O inexorável

Imagem: Joan-Josep Tharrats
Whatsapp
Facebook
Twitter
Instagram
Telegram

Por EUGÊNIO BUCCI*

Trégua de seis meses nas pesquisas sobre Inteligência artificial não vai resolver nada. Olhe com ternura e compaixão para o mundo à sua volta, pois ele vai desaparecer num suspiro.

De umas poucas semanas para cá, o historiador israelense Yuval Noah Harari escreveu um par de artigos afirmando que a inteligência artificial (IA) “hackeou” o “sistema operacional” da espécie humana. Trata-se de uma metáfora: “sistema operacional”, aqui, significa linguagem. A máquina finalmente dominou nossas formas de expressão e comunicação – e o perigo que isso representa é inédito, colossal, maior do que qualquer outro que tenhamos conhecido antes.
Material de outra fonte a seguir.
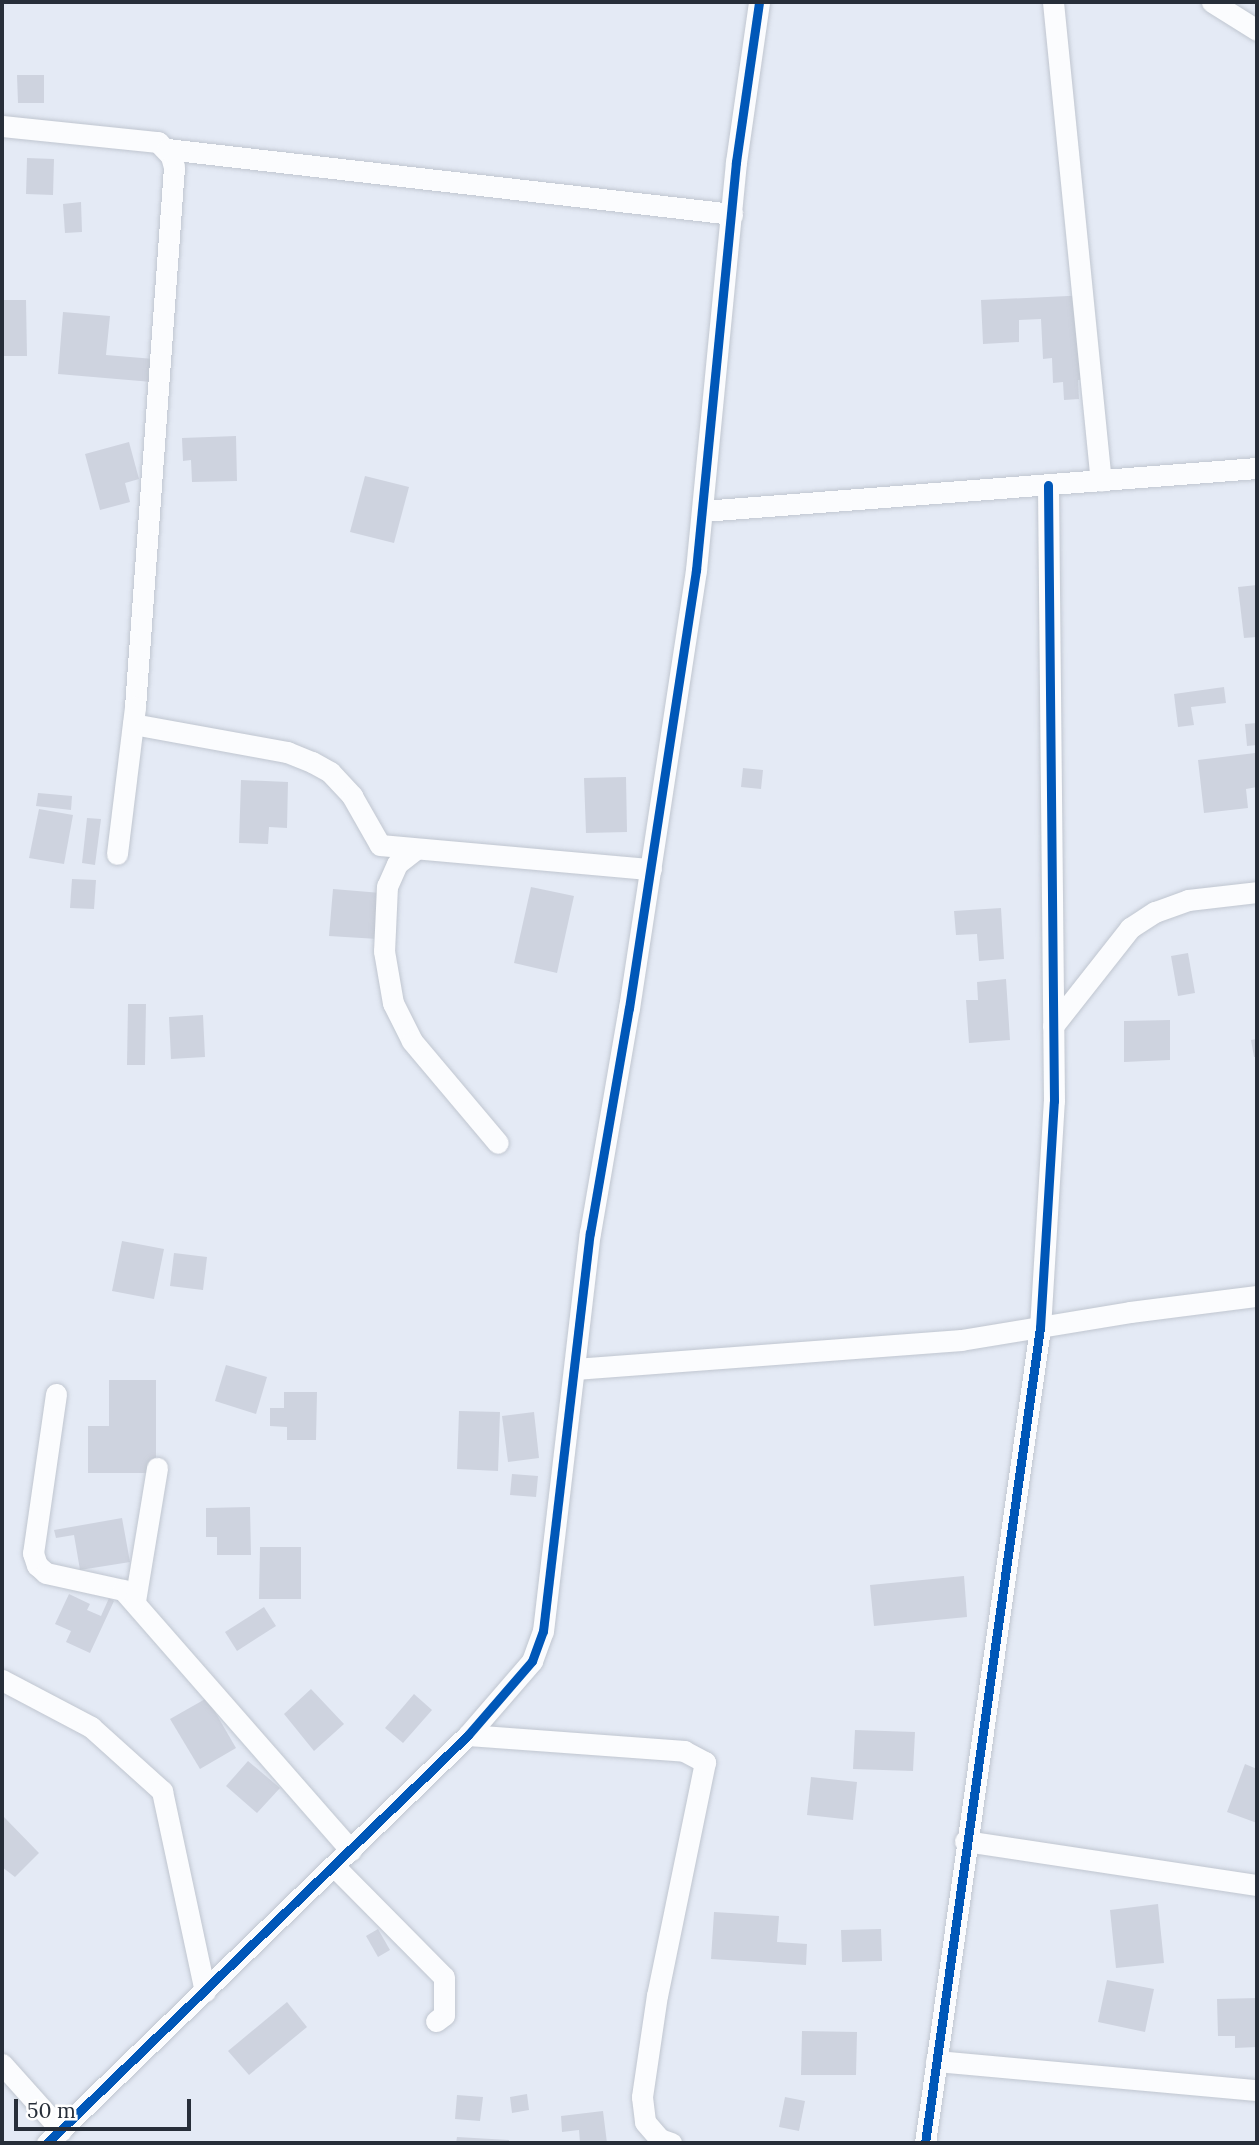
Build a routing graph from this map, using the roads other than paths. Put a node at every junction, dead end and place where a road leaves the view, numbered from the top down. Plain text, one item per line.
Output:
1 (759, 2) edge
2 (1052, 2) edge
3 (1212, 2) edge
4 (1257, 30) edge
5 (2, 126) edge
6 (167, 149) junction
7 (732, 214) junction
8 (1257, 468) edge
9 (1101, 481) junction
10 (1048, 485) junction
11 (703, 511) junction
12 (133, 724) junction
13 (416, 849) junction
14 (117, 854) dead end
15 (652, 869) junction
16 (1257, 892) edge
17 (1053, 1026) junction
18 (498, 1143) dead end
19 (1257, 1296) edge
20 (1040, 1328) junction
21 (575, 1369) junction
22 (56, 1394) dead end
23 (157, 1468) dead end
24 (135, 1601) junction
25 (2, 1680) edge
26 (468, 1735) junction
27 (965, 1841) junction
28 (351, 1850) junction
29 (334, 1866) junction
30 (1257, 1885) edge
31 (205, 1991) junction
32 (436, 2021) dead end
33 (936, 2062) junction
34 (2, 2064) edge
35 (1257, 2090) edge
36 (54, 2136) edge
37 (671, 2143) edge
38 (925, 2143) edge

1 - 7 street
2 - 9 street
3 - 4 street
5 - 6 street
6 - 7 street
6 - 12 street
7 - 11 street
8 - 9 street
9 - 10 street
10 - 11 street
10 - 17 street
11 - 15 street
12 - 13 street
12 - 14 street
13 - 15 street
13 - 18 street
15 - 21 street
16 - 17 street
17 - 20 street
19 - 20 street
20 - 21 street
20 - 27 street
21 - 26 street
22 - 24 street
23 - 24 street
24 - 28 street
25 - 31 street
26 - 28 street
26 - 37 street
27 - 30 street
27 - 33 street
28 - 29 street
29 - 31 street
29 - 32 street
31 - 36 street
33 - 35 street
33 - 38 street
34 - 36 street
Yuval Noah Harari tece raciocínios com uma limpidez irresistível. Autor de best-sellers mundiais, como Homo Sapiens (publicado no Brasil pela Companhia das Letras), tem o dom de tornar palatáveis, acessíveis e até mesmo envolventes alguns dos mais excruciantes dilemas do nosso tempo. O primeiro dos artigos, originalmente publicado no The New York Times, foi traduzido em jornais e sites brasileiros.

Pouco depois, o escritor liderou um abaixo-assinado transnacional pedindo uma trégua de seis meses nas pesquisas sobre inteligência artificial. Em seguida, voltou à carga com um novo texto, desta vez no semanário inglês The Economist (de 28 de abril), postado em português no site A Terra é Redonda, com a mesma mensagem: uma tecnologia capaz de se apossar da linguagem humana tem tudo para encilhar a humanidade inteira.

O argumento procede. Todos os mitos, todas as religiões e todas as culturas que existem ou já existiram sobre a face da Terra não são feitos de aminoácidos ou de cromossomos, mas de signos linguísticos. Esses signos vertebram o “sistema operacional” dos nossos sistemas de fé, da nossa expressão artística e da nossa identidade – são o tecido da nossa consciência. Logo, softwares e hardwares que se apropriem desse “sistema” poderão mandar em nós. Eis por que, na opinião de muita gente bem informada, a inteligência artificial se equipara aos armamentos nucleares em potencial destrutivo.

Mas isso não é nem a metade da missa de réquiem que mal começou. Se olharmos a questão de frente, notaremos que Yuval Harari poderia ter dito mais do que disse. O desenvolvimento do chamado machine learning, do big data e dos equipamentos autoprogramáveis segue um curso irrefreável. Nenhum abaixo-assinado poderá estancá-lo. O ponto de não retorno talvez já tenha ficado para trás.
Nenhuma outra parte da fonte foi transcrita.